In November 2021, the leader of what was then described as a ‘challenger’ advisory firm sat down with PropertyEU to explain the background to Sera Global. Fast forward exactly two years, and now CBRE owns it.

Leo Van den Thillart, global managing partner, has been elevated to global head of investment banking at CBRE as a result of the transaction – investment banking being the vertical that the Sera business unit now sits in at the giant property services firm.

It is early days, but Sera staff who are based in New York and London will be looking to see how the "culture" of CBRE’s investment banking unit will be. No doubt, Sera professionals have already received a warm welcome, and the weeks and months to come will put to the test any initial impressions of the collegiate nature that CBRE’s investment banking division is reputed to have.

The full history to Sera was set out in that November 2021 interview (a pdf of which is attached). Sera has been operating as a portfolio company of Canadian giant, Brookfield. In February 2021, it changed its name to Sera from BFIN and the company went on a recruitment drive with serious ambitions to become a global force. In Europe, hires included the likes of former UBS man, Eoin Bastible, along with other well-known names, who remain with the company.

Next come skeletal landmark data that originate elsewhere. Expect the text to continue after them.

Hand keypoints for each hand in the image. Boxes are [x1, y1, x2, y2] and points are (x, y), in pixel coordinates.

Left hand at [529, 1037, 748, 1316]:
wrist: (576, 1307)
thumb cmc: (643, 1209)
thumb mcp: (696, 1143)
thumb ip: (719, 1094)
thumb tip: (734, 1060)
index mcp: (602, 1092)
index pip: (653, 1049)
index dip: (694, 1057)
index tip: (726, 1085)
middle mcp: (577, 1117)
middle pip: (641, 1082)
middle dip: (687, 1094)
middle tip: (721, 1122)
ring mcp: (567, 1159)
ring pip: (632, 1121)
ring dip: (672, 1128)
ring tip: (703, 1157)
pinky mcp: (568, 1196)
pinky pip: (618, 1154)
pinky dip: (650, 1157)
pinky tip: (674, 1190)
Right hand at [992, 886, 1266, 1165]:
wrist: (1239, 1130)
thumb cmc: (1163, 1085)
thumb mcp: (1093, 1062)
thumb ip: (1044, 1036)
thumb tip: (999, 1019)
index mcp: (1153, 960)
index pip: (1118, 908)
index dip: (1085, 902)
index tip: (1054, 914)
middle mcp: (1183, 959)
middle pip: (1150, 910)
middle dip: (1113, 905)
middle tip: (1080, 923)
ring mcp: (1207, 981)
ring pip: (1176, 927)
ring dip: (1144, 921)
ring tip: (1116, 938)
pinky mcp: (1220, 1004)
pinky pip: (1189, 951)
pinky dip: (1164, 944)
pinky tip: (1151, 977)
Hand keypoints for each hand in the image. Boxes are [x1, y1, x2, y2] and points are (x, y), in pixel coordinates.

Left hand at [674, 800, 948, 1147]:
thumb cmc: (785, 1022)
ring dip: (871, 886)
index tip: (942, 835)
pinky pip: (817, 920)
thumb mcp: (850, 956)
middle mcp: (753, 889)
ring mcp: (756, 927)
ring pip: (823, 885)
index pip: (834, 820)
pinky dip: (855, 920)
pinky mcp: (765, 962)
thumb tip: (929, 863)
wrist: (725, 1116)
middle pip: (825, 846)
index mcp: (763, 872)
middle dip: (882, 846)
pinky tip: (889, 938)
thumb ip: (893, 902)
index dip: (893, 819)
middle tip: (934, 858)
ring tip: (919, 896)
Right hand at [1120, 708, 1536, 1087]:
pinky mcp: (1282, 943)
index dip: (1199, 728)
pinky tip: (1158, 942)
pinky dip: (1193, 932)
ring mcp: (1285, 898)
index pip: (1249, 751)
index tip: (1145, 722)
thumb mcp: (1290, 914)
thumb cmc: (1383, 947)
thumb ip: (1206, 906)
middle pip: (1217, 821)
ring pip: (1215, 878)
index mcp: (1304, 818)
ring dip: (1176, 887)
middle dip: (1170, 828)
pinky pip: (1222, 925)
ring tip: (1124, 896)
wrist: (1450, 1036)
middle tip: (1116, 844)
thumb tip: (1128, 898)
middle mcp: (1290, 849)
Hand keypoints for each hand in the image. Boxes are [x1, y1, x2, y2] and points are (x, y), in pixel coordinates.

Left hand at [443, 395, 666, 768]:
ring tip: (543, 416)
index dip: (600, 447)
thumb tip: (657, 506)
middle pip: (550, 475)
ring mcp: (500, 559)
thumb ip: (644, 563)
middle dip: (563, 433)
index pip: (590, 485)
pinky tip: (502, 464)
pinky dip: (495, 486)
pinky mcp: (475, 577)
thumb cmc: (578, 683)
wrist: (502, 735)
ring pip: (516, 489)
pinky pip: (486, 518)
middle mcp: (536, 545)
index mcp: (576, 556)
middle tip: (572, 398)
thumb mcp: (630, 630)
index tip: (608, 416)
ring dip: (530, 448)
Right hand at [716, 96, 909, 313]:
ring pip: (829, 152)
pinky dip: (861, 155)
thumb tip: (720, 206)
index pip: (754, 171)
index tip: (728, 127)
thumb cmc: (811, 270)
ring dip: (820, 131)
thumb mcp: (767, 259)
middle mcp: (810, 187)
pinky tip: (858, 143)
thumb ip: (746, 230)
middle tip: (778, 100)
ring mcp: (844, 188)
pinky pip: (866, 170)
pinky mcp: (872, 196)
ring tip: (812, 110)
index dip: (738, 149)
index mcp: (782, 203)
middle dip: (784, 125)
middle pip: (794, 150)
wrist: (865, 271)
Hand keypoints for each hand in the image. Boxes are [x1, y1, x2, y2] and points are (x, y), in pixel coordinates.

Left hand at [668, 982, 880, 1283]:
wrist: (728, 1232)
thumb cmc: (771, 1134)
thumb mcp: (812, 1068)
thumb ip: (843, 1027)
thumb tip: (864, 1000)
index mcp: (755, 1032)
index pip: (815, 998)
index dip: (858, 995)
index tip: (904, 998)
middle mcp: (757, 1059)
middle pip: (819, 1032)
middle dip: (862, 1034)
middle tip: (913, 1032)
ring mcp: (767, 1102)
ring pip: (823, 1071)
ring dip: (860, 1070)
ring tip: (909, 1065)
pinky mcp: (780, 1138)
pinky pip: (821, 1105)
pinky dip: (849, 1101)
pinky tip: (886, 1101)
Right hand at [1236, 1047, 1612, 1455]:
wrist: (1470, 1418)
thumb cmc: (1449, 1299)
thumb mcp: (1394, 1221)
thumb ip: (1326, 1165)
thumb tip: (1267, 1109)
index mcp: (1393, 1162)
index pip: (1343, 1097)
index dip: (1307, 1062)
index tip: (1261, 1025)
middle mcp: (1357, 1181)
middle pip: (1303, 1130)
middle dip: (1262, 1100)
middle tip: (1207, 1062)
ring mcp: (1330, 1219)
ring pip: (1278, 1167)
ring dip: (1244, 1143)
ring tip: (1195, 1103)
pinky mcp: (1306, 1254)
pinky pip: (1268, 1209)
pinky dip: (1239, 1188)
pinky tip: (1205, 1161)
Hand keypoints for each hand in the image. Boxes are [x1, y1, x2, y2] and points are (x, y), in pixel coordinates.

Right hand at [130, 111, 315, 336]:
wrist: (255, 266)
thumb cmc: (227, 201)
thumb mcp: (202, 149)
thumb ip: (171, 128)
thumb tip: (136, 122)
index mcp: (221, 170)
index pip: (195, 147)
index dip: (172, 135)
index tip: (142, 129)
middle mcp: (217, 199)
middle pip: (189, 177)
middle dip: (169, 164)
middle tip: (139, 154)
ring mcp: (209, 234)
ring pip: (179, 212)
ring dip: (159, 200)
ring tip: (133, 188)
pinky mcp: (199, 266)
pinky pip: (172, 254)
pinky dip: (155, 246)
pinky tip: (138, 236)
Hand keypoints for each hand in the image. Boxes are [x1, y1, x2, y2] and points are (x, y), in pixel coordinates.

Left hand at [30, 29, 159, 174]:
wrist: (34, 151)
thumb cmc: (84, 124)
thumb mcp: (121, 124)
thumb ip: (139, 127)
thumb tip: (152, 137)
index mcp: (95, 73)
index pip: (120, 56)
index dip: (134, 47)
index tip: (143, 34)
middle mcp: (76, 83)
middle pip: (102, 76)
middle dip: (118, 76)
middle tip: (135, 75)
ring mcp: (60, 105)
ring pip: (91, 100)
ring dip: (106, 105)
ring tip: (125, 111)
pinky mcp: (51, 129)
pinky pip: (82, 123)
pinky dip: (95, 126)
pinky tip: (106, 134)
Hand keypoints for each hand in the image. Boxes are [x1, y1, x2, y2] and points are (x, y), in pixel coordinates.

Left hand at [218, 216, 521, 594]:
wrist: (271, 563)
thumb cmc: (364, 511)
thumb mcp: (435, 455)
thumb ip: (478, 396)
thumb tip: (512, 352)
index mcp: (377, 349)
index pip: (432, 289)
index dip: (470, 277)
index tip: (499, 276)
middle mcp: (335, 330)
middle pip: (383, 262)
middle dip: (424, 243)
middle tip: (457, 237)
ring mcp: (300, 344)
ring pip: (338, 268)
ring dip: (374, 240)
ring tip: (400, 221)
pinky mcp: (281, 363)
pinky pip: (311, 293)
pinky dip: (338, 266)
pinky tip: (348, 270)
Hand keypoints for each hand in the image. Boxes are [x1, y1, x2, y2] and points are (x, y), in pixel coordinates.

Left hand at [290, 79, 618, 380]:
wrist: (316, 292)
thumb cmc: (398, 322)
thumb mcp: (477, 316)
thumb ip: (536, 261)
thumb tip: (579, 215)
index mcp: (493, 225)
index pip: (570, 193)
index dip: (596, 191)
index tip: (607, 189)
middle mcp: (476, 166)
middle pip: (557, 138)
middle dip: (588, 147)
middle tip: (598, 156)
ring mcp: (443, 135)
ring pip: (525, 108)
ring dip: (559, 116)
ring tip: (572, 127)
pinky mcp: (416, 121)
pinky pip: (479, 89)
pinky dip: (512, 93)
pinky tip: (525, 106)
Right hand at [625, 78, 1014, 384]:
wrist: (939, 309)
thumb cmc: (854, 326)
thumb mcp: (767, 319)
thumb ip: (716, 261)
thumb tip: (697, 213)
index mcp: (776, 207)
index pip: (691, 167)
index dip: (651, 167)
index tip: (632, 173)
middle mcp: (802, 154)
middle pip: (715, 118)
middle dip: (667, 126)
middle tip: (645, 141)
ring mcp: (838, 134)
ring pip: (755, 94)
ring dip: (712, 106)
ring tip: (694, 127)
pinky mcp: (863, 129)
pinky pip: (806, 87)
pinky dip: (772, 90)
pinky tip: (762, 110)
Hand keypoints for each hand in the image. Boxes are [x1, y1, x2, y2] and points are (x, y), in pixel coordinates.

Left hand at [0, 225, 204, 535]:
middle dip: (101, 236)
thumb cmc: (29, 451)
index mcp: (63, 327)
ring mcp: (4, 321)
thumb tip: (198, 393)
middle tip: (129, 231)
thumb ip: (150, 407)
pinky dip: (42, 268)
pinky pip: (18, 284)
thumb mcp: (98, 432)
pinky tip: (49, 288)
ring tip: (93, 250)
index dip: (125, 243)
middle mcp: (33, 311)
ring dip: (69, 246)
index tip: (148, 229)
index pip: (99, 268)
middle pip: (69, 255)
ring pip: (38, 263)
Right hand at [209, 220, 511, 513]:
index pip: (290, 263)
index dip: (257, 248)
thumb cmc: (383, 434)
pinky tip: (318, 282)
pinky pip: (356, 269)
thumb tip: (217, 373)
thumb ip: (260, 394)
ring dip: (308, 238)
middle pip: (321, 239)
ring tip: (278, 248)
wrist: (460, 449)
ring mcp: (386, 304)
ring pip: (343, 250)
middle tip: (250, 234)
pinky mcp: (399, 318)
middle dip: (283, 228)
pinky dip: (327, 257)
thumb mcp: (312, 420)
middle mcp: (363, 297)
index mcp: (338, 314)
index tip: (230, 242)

As Van den Thillart said two years ago, the mission as a challenger advisory firm was to compete against the likes of Evercore, PJT Park Hill, Lazard, and Rothschild & Co. Now it is CBRE who will be looking to strengthen its investment banking division against rivals by adding this firm that specialises in varous services under an investment banking umbrella such as fundraising, m&a, strategic options, secondaries, and private wealth services across real estate, infrastructure, and renewables.

Sera will provide CBRE with a private funds advisory service in a capacity that CBRE has not had in the past, as well as an elevated investment banking/asset manager m&a business that is into real assets.

For Sera staff, they have just received third-party validation from a major real estate business of what they have been trying to build. Under CBRE’s ownership, it also now gets access to resources and the reach of a Global Fortune 400 real estate firm that it did not previous possess. In theory, this should even better position it to provide services to its client relationships.

For its part, Brookfield was ready to sell. Sera sat in Brookfield’s private equity vehicle, and just like any other portfolio company, it had to be exited at some point.

It was always the idea to build Sera into a world class real assets advisory business and then be moved on to pastures newl. CBRE recognised that what had been built was a high-quality team that has managed to attract some high calibre fund manager clients and mandates. Rather than attempt to build something from scratch, CBRE saw something that was ready made.

It should be noted that under Brookfield’s ownership, Sera apparently did not receive any privilege of working on any Brookfield deals – it just received working capital. So, from that perspective, Sera will believe what it has managed as a three-year-old firm is extraordinary so far. 

The pipeline of work looks healthy. The vibe will be different compared to being a portfolio company. Now all it needs is for the market to fully open up.